TASK OBJECTIVE = Nothing in the records may be altered, and no picture may be included. Restate them in full.

◇ ◇ ◇ ◇

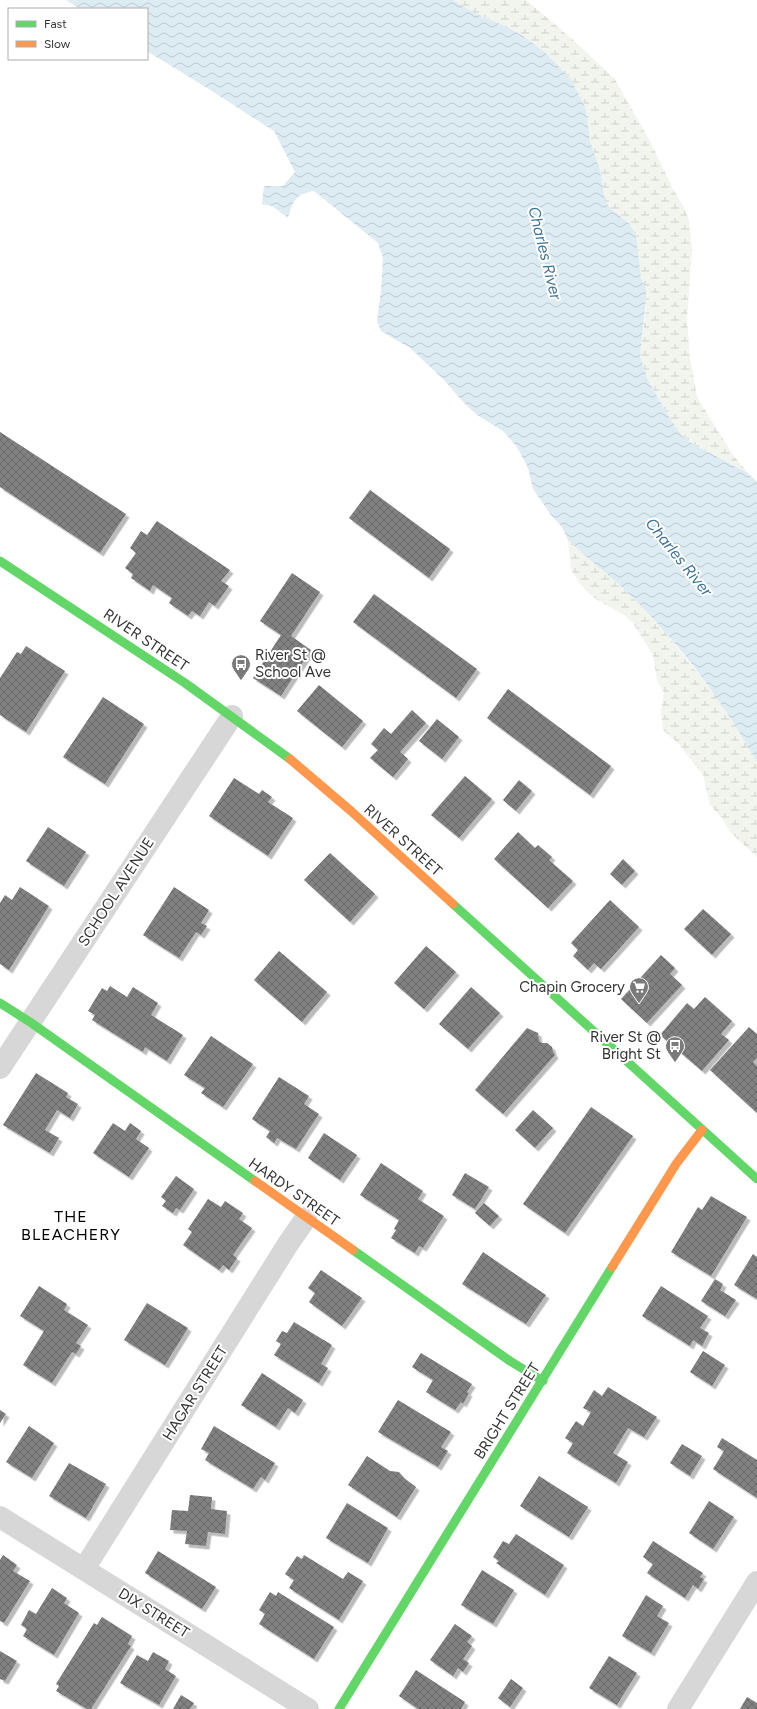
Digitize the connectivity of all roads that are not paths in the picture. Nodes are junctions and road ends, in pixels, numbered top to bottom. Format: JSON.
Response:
{"nodes":[{"id":1,"x":0,"y":561,"type":"edge"},
{"id":2,"x":232,"y":716,"type":"junction"},
{"id":3,"x":0,"y":1003,"type":"edge"},
{"id":4,"x":30,"y":1022,"type":"junction"},
{"id":5,"x":0,"y":1068,"type":"edge"},
{"id":6,"x":702,"y":1130,"type":"junction"},
{"id":7,"x":757,"y":1178,"type":"edge"},
{"id":8,"x":306,"y":1218,"type":"junction"},
{"id":9,"x":543,"y":1381,"type":"junction"},
{"id":10,"x":0,"y":1517,"type":"edge"},
{"id":11,"x":84,"y":1569,"type":"junction"},
{"id":12,"x":757,"y":1582,"type":"edge"},
{"id":13,"x":308,"y":1709,"type":"edge"},
{"id":14,"x":338,"y":1709,"type":"edge"},
{"id":15,"x":678,"y":1709,"type":"edge"}],
"edges":[{"from":1,"to":2,"type":"street","name":"RIVER STREET"},
{"from":2,"to":4,"type":"street","name":"SCHOOL AVENUE"},
{"from":2,"to":6,"type":"street","name":"RIVER STREET"},
{"from":3,"to":4,"type":"street","name":"HARDY STREET"},
{"from":4,"to":5,"type":"street","name":"SCHOOL AVENUE"},
{"from":4,"to":8,"type":"street","name":"HARDY STREET"},
{"from":6,"to":7,"type":"street","name":"RIVER STREET"},
{"from":6,"to":9,"type":"street","name":"BRIGHT STREET"},
{"from":8,"to":9,"type":"street","name":"HARDY STREET"},
{"from":8,"to":11,"type":"street","name":"HAGAR STREET"},
{"from":9,"to":14,"type":"street","name":"BRIGHT STREET"},
{"from":10,"to":11,"type":"street","name":"DIX STREET"},
{"from":11,"to":13,"type":"street","name":"DIX STREET"},
{"from":12,"to":15,"type":"street"}]}
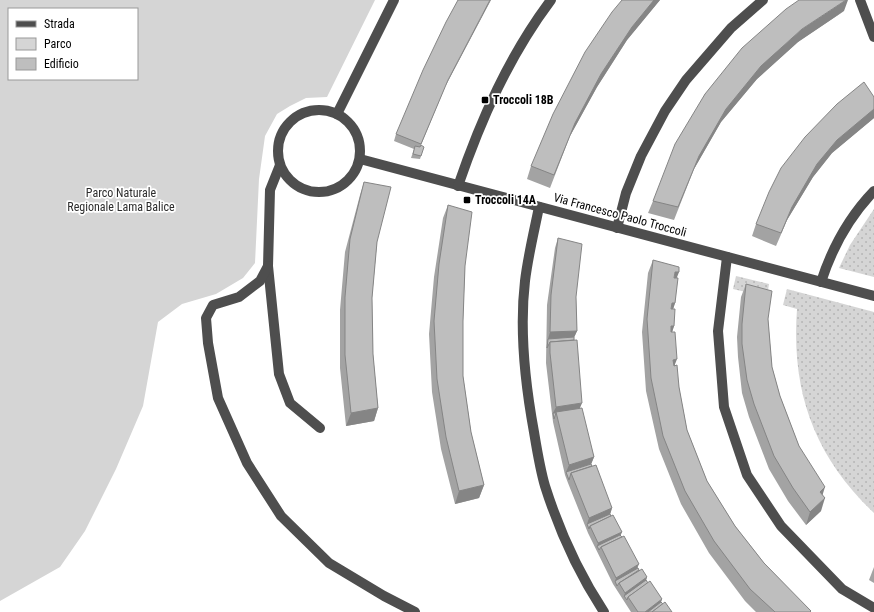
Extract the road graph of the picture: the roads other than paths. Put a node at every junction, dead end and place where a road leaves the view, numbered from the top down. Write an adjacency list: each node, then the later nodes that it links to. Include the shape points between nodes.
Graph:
1 (394, 0): 6 (street)
2 (551, 0): 9 (street, via 508,67 484,115)
3 (764, 0): 12 (street, via 731,28 686,80 665,110 640,156 626,193)
4 (860, 0): 5 (street)
5 (874, 37)
6 (336, 114): 7 (street, via 354,130); 8 (street, via 322,110 309,112 296,117 286,126 280,138)
7 (360, 159): 8 (street, via 351,176 342,185 318,192 295,185); 9 (street, Via Francesco Paolo Troccoli)
8 (280, 165): 14 (street, via 270,190)
9 (458, 186): 11 (street, Via Francesco Paolo Troccoli)
10 (874, 191): 15 (street, via 863,202 845,229 828,260)
11 (539, 207): 12 (street, Via Francesco Paolo Troccoli); 20 (street, via 529,253 522,320 528,402 545,486 573,556)
12 (617, 228): 13 (street, Via Francesco Paolo Troccoli)
13 (728, 257): 15 (street, Via Francesco Paolo Troccoli); 18 (street, via 718,331 724,407 747,475 781,526 842,589)
14 (268, 266): 17 (street, via 279,374 290,403); 19 (street, via 260,281 239,297 213,305 206,318 218,398 247,463 281,516 329,563)
15 (821, 282): 16 (street, Via Francesco Paolo Troccoli)
16 (874, 296)
17 (320, 428)
18 (874, 608)
19 (415, 612)
20 (604, 612)

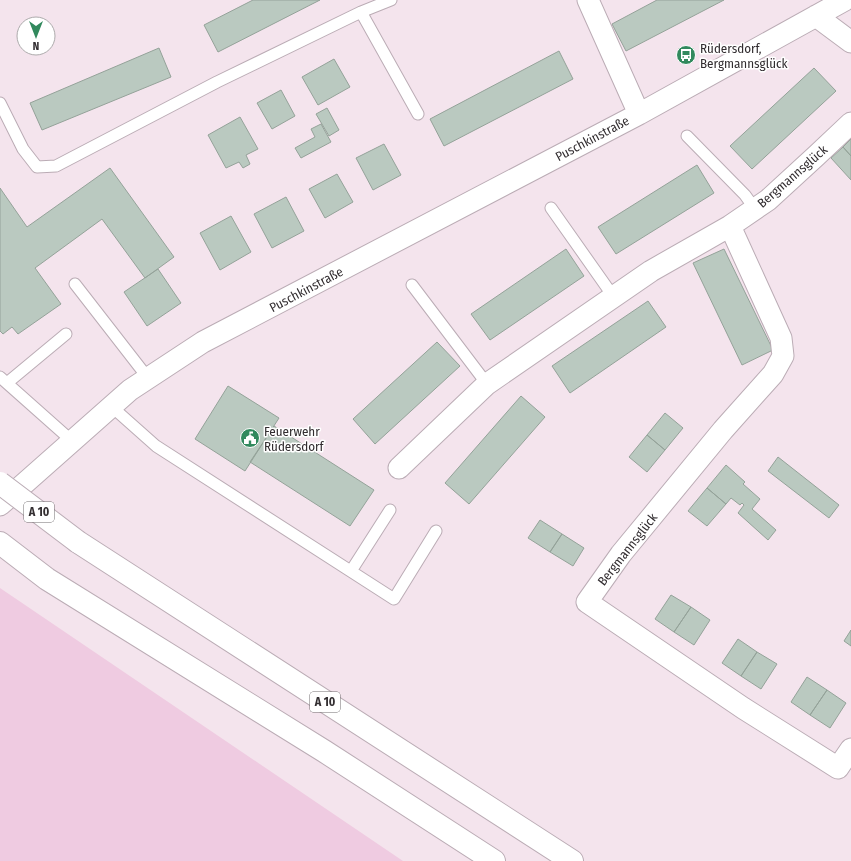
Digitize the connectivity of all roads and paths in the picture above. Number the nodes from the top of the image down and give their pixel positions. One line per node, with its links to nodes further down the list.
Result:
1 (391, 0): 4 (lane)
2 (588, 0): 9 (street, Puschkinstraße)
3 (845, 0): 5 (street, Puschkinstraße)
4 (361, 12): 7 (lane); 8 (lane)
5 (816, 16): 6 (street); 9 (street, Puschkinstraße)
6 (851, 42)
7 (0, 103)
8 (418, 114)
9 (639, 114): 19 (street, Puschkinstraße)
10 (851, 123): 13 (street, Bergmannsglück)
11 (687, 136): 13 (lane)
12 (551, 208): 17 (lane)
13 (755, 209): 14 (street, Bergmannsglück)
14 (730, 226): 17 (street, Bergmannsglück); 31 (street, Bergmannsglück)
15 (75, 284): 19 (lane)
16 (412, 285): 21 (lane)
17 (613, 296): 21 (street, Bergmannsglück)
18 (66, 334): 20 (lane)
19 (148, 378): 22 (street, Puschkinstraße)
20 (4, 380): 23 (lane)
21 (487, 384): 24 (street, Bergmannsglück)
22 (111, 406): 23 (street, Puschkinstraße); 30 (lane)
23 (72, 441): 26 (street, Puschkinstraße)
24 (399, 468)
25 (0, 483): 33 (highway, A 10, bridge)
26 (0, 505)
27 (390, 510): 30 (lane)
28 (436, 531): 30 (lane)
29 (0, 543): 32 (highway)
30 (351, 572)
31 (851, 749)
32 (494, 861)
33 (572, 861)

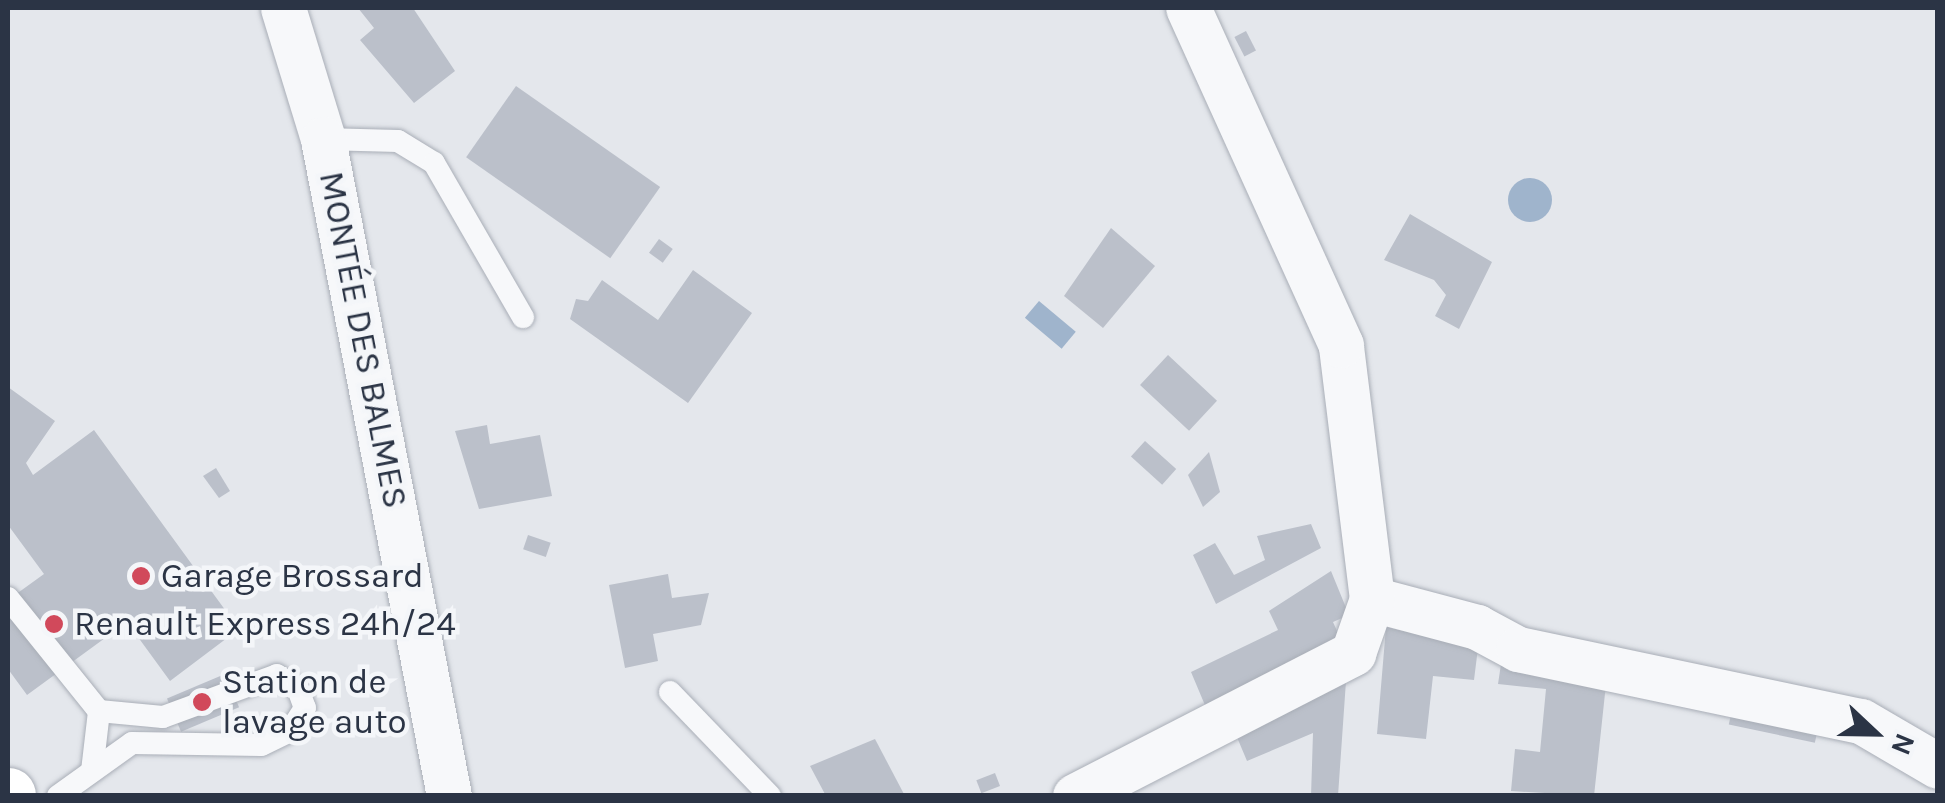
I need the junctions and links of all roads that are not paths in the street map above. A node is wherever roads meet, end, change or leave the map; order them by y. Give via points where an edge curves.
1 (282, 8) edge
2 (1188, 8) edge
3 (323, 139) junction
4 (524, 316) dead end
5 (8, 598) edge
6 (1372, 600) junction
7 (670, 692) dead end
8 (98, 712) junction
9 (1938, 766) edge
10 (92, 772) junction
11 (58, 796) edge
12 (449, 796) edge
13 (770, 796) edge
14 (1075, 796) edge

1 - 3 street, MONTÉE DES BALMES
2 - 6 street via 1341,345
3 - 4 lane via 398,142 434,163
3 - 12 street, MONTÉE DES BALMES
5 - 8 lane
6 - 9 street via 1477,627 1518,649 1861,721
6 - 14 street via 1353,653
7 - 13 lane
8 - 10 lane
8 - 10 lane via 163,717 277,675 298,689 305,708 290,731 260,745 132,744
10 - 11 lane

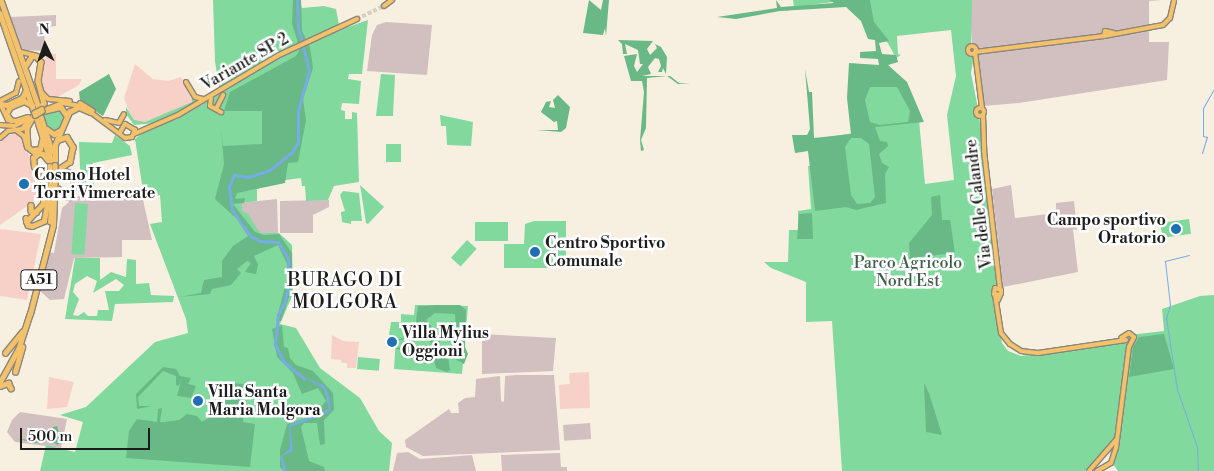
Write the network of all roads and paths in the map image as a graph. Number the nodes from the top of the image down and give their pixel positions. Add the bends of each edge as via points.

◇ ◇ ◇ ◇

SOLVED PROBLEM =
Digitize the connectivity of all roads that are not paths in the picture. Nodes are junctions and road ends, in pixels, numbered top to bottom. Format: JSON.
Response:
{"nodes":[{"id":1,"x":0,"y":561,"type":"edge"},
{"id":2,"x":232,"y":716,"type":"junction"},
{"id":3,"x":0,"y":1003,"type":"edge"},
{"id":4,"x":30,"y":1022,"type":"junction"},
{"id":5,"x":0,"y":1068,"type":"edge"},
{"id":6,"x":702,"y":1130,"type":"junction"},
{"id":7,"x":757,"y":1178,"type":"edge"},
{"id":8,"x":306,"y":1218,"type":"junction"},
{"id":9,"x":543,"y":1381,"type":"junction"},
{"id":10,"x":0,"y":1517,"type":"edge"},
{"id":11,"x":84,"y":1569,"type":"junction"},
{"id":12,"x":757,"y":1582,"type":"edge"},
{"id":13,"x":308,"y":1709,"type":"edge"},
{"id":14,"x":338,"y":1709,"type":"edge"},
{"id":15,"x":678,"y":1709,"type":"edge"}],
"edges":[{"from":1,"to":2,"type":"street","name":"RIVER STREET"},
{"from":2,"to":4,"type":"street","name":"SCHOOL AVENUE"},
{"from":2,"to":6,"type":"street","name":"RIVER STREET"},
{"from":3,"to":4,"type":"street","name":"HARDY STREET"},
{"from":4,"to":5,"type":"street","name":"SCHOOL AVENUE"},
{"from":4,"to":8,"type":"street","name":"HARDY STREET"},
{"from":6,"to":7,"type":"street","name":"RIVER STREET"},
{"from":6,"to":9,"type":"street","name":"BRIGHT STREET"},
{"from":8,"to":9,"type":"street","name":"HARDY STREET"},
{"from":8,"to":11,"type":"street","name":"HAGAR STREET"},
{"from":9,"to":14,"type":"street","name":"BRIGHT STREET"},
{"from":10,"to":11,"type":"street","name":"DIX STREET"},
{"from":11,"to":13,"type":"street","name":"DIX STREET"},
{"from":12,"to":15,"type":"street"}]}
Extract the road graph of the picture: the roads other than paths. Put a node at every junction, dead end and place where a road leaves the view, numbered from the top down. Write an adjacency list: each node, then the later nodes that it links to. Include the shape points between nodes.
Graph:
1 (394, 0): 6 (street)
2 (551, 0): 9 (street, via 508,67 484,115)
3 (764, 0): 12 (street, via 731,28 686,80 665,110 640,156 626,193)
4 (860, 0): 5 (street)
5 (874, 37)
6 (336, 114): 7 (street, via 354,130); 8 (street, via 322,110 309,112 296,117 286,126 280,138)
7 (360, 159): 8 (street, via 351,176 342,185 318,192 295,185); 9 (street, Via Francesco Paolo Troccoli)
8 (280, 165): 14 (street, via 270,190)
9 (458, 186): 11 (street, Via Francesco Paolo Troccoli)
10 (874, 191): 15 (street, via 863,202 845,229 828,260)
11 (539, 207): 12 (street, Via Francesco Paolo Troccoli); 20 (street, via 529,253 522,320 528,402 545,486 573,556)
12 (617, 228): 13 (street, Via Francesco Paolo Troccoli)
13 (728, 257): 15 (street, Via Francesco Paolo Troccoli); 18 (street, via 718,331 724,407 747,475 781,526 842,589)
14 (268, 266): 17 (street, via 279,374 290,403); 19 (street, via 260,281 239,297 213,305 206,318 218,398 247,463 281,516 329,563)
15 (821, 282): 16 (street, Via Francesco Paolo Troccoli)
16 (874, 296)
17 (320, 428)
18 (874, 608)
19 (415, 612)
20 (604, 612)

Digitize the connectivity of all roads and paths in the picture above. Number the nodes from the top of the image down and give their pixel positions. One line per node, with its links to nodes further down the list.
Result:
1 (391, 0): 4 (lane)
2 (588, 0): 9 (street, Puschkinstraße)
3 (845, 0): 5 (street, Puschkinstraße)
4 (361, 12): 7 (lane); 8 (lane)
5 (816, 16): 6 (street); 9 (street, Puschkinstraße)
6 (851, 42)
7 (0, 103)
8 (418, 114)
9 (639, 114): 19 (street, Puschkinstraße)
10 (851, 123): 13 (street, Bergmannsglück)
11 (687, 136): 13 (lane)
12 (551, 208): 17 (lane)
13 (755, 209): 14 (street, Bergmannsglück)
14 (730, 226): 17 (street, Bergmannsglück); 31 (street, Bergmannsglück)
15 (75, 284): 19 (lane)
16 (412, 285): 21 (lane)
17 (613, 296): 21 (street, Bergmannsglück)
18 (66, 334): 20 (lane)
19 (148, 378): 22 (street, Puschkinstraße)
20 (4, 380): 23 (lane)
21 (487, 384): 24 (street, Bergmannsglück)
22 (111, 406): 23 (street, Puschkinstraße); 30 (lane)
23 (72, 441): 26 (street, Puschkinstraße)
24 (399, 468)
25 (0, 483): 33 (highway, A 10, bridge)
26 (0, 505)
27 (390, 510): 30 (lane)
28 (436, 531): 30 (lane)
29 (0, 543): 32 (highway)
30 (351, 572)
31 (851, 749)
32 (494, 861)
33 (572, 861)

I need the junctions and links of all roads that are not paths in the street map above. A node is wherever roads meet, end, change or leave the map; order them by y. Give via points where an edge curves.
1 (282, 8) edge
2 (1188, 8) edge
3 (323, 139) junction
4 (524, 316) dead end
5 (8, 598) edge
6 (1372, 600) junction
7 (670, 692) dead end
8 (98, 712) junction
9 (1938, 766) edge
10 (92, 772) junction
11 (58, 796) edge
12 (449, 796) edge
13 (770, 796) edge
14 (1075, 796) edge

1 - 3 street, MONTÉE DES BALMES
2 - 6 street via 1341,345
3 - 4 lane via 398,142 434,163
3 - 12 street, MONTÉE DES BALMES
5 - 8 lane
6 - 9 street via 1477,627 1518,649 1861,721
6 - 14 street via 1353,653
7 - 13 lane
8 - 10 lane
8 - 10 lane via 163,717 277,675 298,689 305,708 290,731 260,745 132,744
10 - 11 lane

Write the network of all roads and paths in the map image as a graph. Number the nodes from the top of the image down and give their pixel positions. Add the bends of each edge as via points.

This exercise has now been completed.